And I hate the Royal Family Mentality of the UK!!

Neil

Re: Bugger Off

Posted: Thu Mar 13, 2014 8:04 pm
by Neville Briggs
Martyboy wrote:its just a piece of cloth , mostly made overseas , no real meaning , certainly doesnt elicit any great pride or anything like that , change it or keep it , it is of little consequence one way or the other
It's hard to tell what your disposition is on this , perhaps just being provocative, but I think if we are going to style ourselves as poets we can't accept an argument like that.
The flag is a symbol. Poets, of all people, should understand symbolism.

We might as well say that a poem is just a piece of paper with ink marks on it. We know that a written poem isn't that, it is the physical representation of an idea.
And the flag, any national flag, is the physical representation of an idea.
Don't we take a lot of trouble to make our poems speak about the idea of Australia, the idea of what we are in the context of our nation and land. In a way the flag does that as well, so it certainly does matter. You could say that the flag is a poem about an idea.

Heaven help us if we think that the idea of who we are and what this place means to us is of little consequence and only a trite notion.

Re: Bugger Off

Posted: Fri Mar 14, 2014 6:58 am
by warooa
Marty is right - it is just a piece of cloth. If you're patriotic you do things for the love of your country and fellow man, not a piece of cloth.

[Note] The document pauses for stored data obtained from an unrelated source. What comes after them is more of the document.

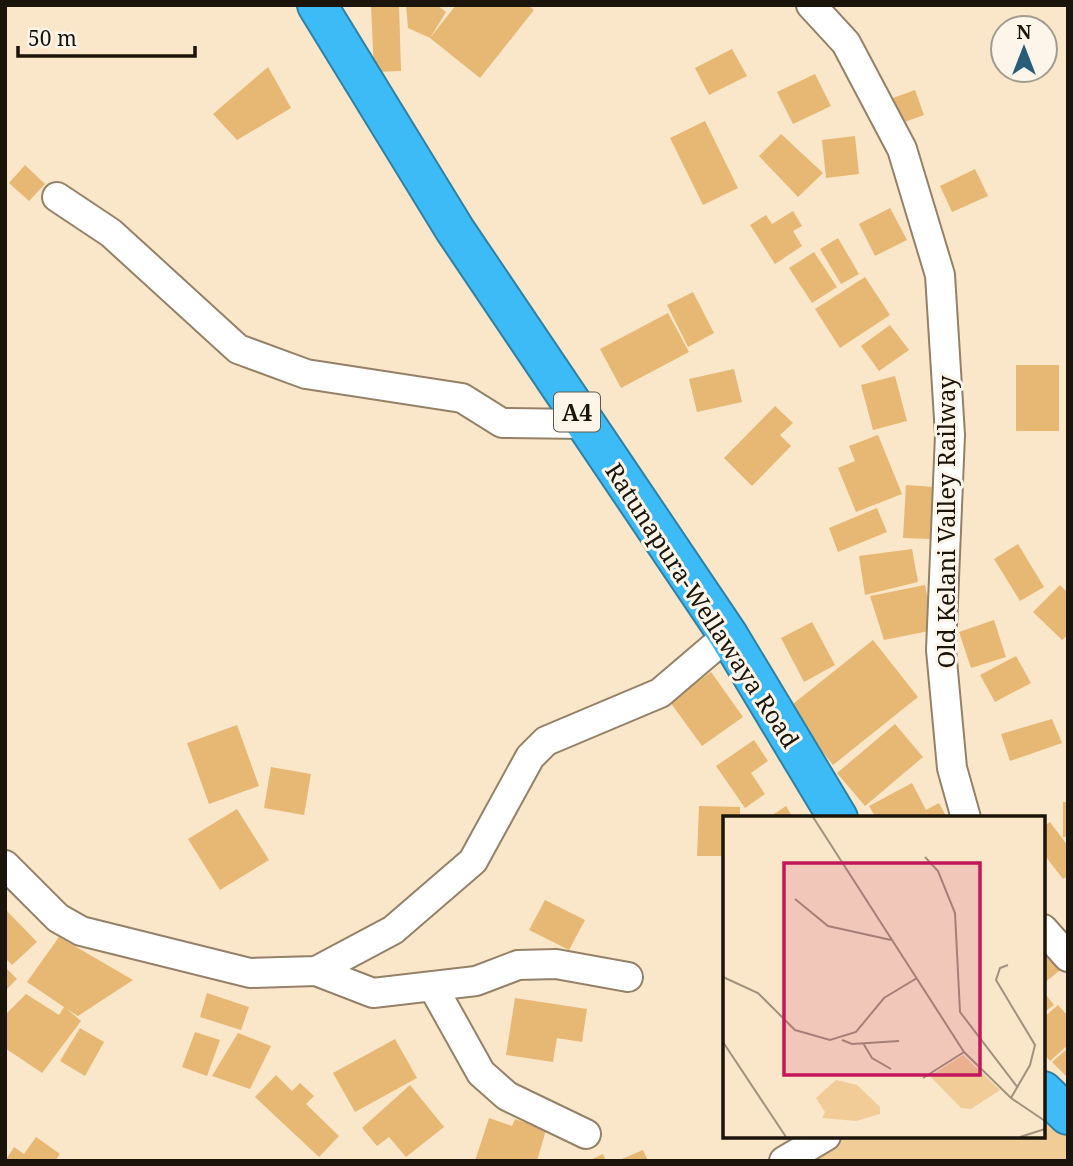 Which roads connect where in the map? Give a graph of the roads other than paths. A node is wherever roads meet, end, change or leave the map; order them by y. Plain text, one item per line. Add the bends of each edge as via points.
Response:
1 (317, 5) edge
2 (811, 5) edge
3 (57, 197) dead end
4 (584, 424) junction
5 (728, 635) junction
6 (837, 816) edge
7 (965, 816) edge
8 (5, 865) edge
9 (1045, 931) edge
10 (1068, 957) edge
11 (316, 971) junction
12 (628, 977) dead end
13 (433, 987) junction
14 (1045, 1093) edge
15 (1068, 1115) edge
16 (586, 1134) dead end
17 (823, 1138) edge
18 (784, 1161) edge

1 - 4 highway, Ratunapura-Wellawaya Road / A4 via 455,229
2 - 7 street, Old Kelani Valley Railway via 846,43 902,149 940,275 950,435 941,650 953,768
3 - 4 street via 111,233 238,349 306,374 462,398 502,423
4 - 5 highway, Ratunapura-Wellawaya Road / A4
5 - 6 highway, Ratunapura-Wellawaya Road / A4
5 - 11 street via 660,694 546,741 530,757 473,861 393,930
8 - 11 street via 58,918 81,931 250,973
9 - 10 street
11 - 13 street via 373,993
12 - 13 street via 556,964 517,965 476,981
13 - 16 street via 481,1073 507,1096
14 - 15 highway
17 - 18 street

And I don't know why we pretend to be "flag wavers" like the good ole USA when most of those flags, and product with said flag on, are made in China. It's a bit hollow.

Marty

Re: Bugger Off

Posted: Fri Mar 14, 2014 7:21 am
by Bob Pacey
Pretty lame argument for a lack of patriotism .

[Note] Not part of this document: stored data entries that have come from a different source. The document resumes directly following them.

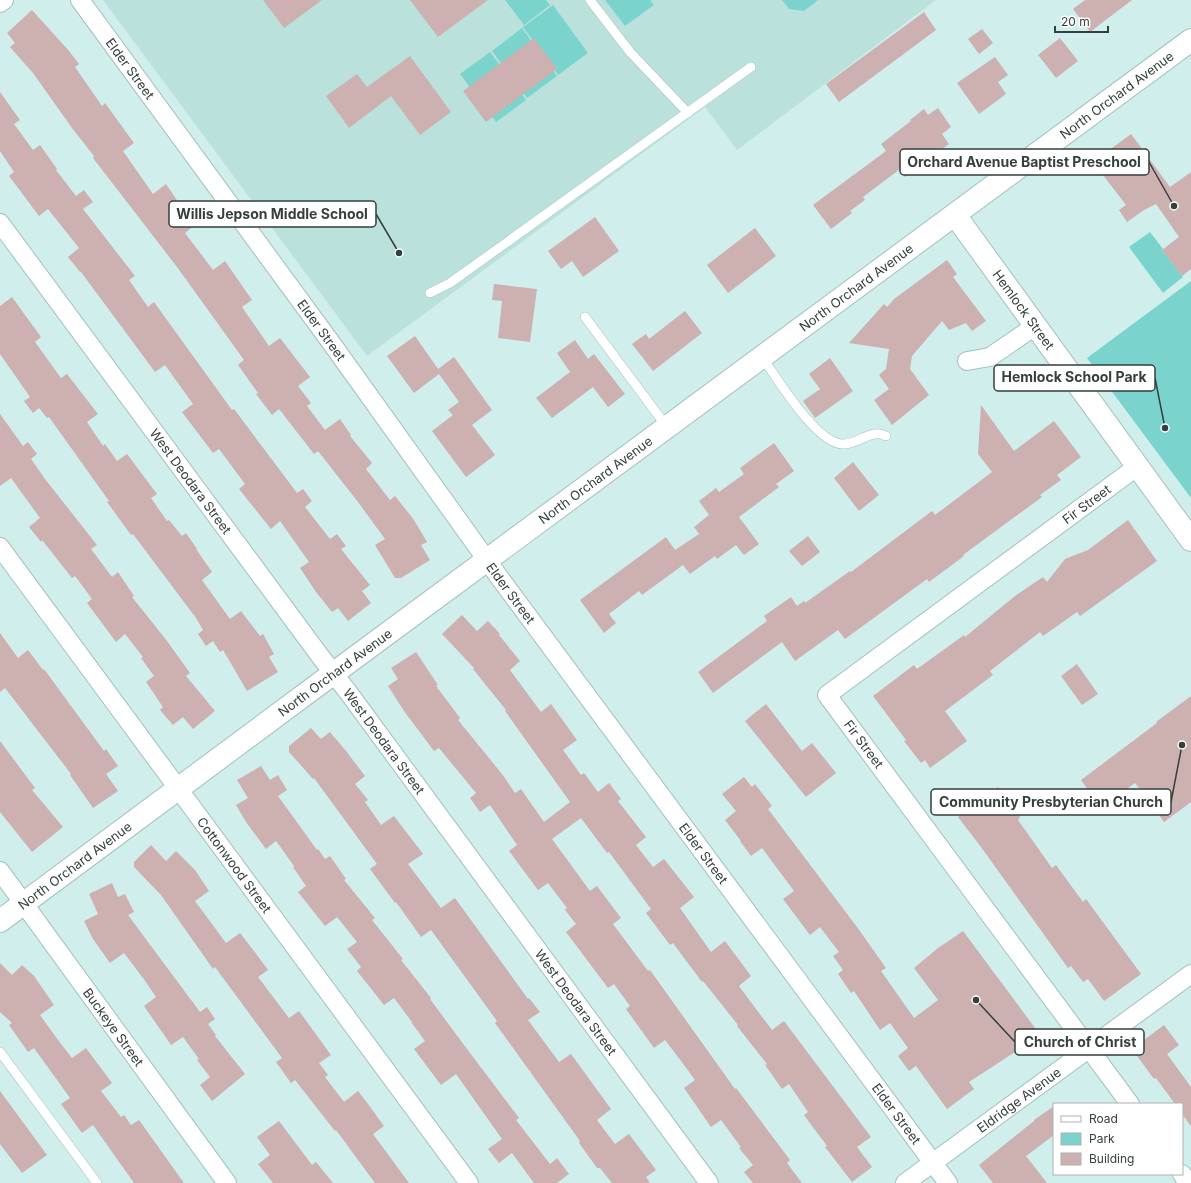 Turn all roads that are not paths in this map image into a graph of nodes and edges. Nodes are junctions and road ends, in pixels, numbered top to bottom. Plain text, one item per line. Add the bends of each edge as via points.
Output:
1 (4, 0) edge
2 (80, 0) edge
3 (590, 0) edge
4 (0, 3) edge
5 (1191, 40) edge
6 (751, 67) dead end
7 (688, 113) junction
8 (955, 215) junction
9 (0, 223) edge
10 (430, 293) dead end
11 (586, 317) dead end
12 (1035, 326) junction
13 (762, 357) junction
14 (967, 361) dead end
15 (667, 427) junction
16 (886, 436) dead end
17 (1138, 466) junction
18 (1191, 540) edge
19 (0, 547) edge
20 (486, 560) junction
21 (333, 673) junction
22 (178, 788) junction
23 (0, 871) edge
24 (23, 902) junction
25 (0, 921) edge
26 (1191, 974) edge
27 (1089, 1048) junction
28 (0, 1052) edge
29 (1129, 1103) edge
30 (933, 1163) junction
31 (97, 1183) edge
32 (227, 1183) edge
33 (469, 1183) edge
34 (709, 1183) edge
35 (905, 1183) edge
36 (948, 1183) edge

1 - 4 street
2 - 20 street, Elder Street
3 - 7 lane via 630,52
5 - 8 street, North Orchard Avenue
6 - 7 lane
7 - 10 lane via 450,283
8 - 12 street, Hemlock Street
8 - 13 street, North Orchard Avenue
9 - 21 street, West Deodara Street
11 - 15 lane
12 - 14 street via 990,357
12 - 17 street, Hemlock Street
13 - 15 street, North Orchard Avenue
13 - 16 lane via 802,413 824,436 841,444 851,444 873,433
15 - 20 street, North Orchard Avenue
17 - 18 street, Hemlock Street
17 - 27 street, Fir Street via 827,695
19 - 22 street, Cottonwood Street
20 - 21 street, North Orchard Avenue
20 - 30 street, Elder Street
21 - 22 street, North Orchard Avenue
21 - 34 street, West Deodara Street
22 - 24 street, North Orchard Avenue
22 - 33 street, Cottonwood Street
23 - 24 street, Buckeye Street
24 - 25 street, North Orchard Avenue
24 - 32 street, Buckeye Street
26 - 27 street, Eldridge Avenue
27 - 29 street, Fir Street
27 - 30 street, Eldridge Avenue
28 - 31 lane
30 - 35 street, Eldridge Avenue
30 - 36 street, Elder Street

Search around until you find an Aussie made flag, they are out there.

If you apply that theory I reckon you would starve to death.

Bob

Re: Bugger Off

Posted: Fri Mar 14, 2014 8:46 am
by Neville Briggs
warooa wrote:Marty is right - it is just a piece of cloth
So I must be wrong, I wonder why I am wrong, you didn't say.

Re: Bugger Off

Posted: Fri Mar 14, 2014 11:06 am
by Neville Briggs
My question above was for Marty Pattie, the other one. :)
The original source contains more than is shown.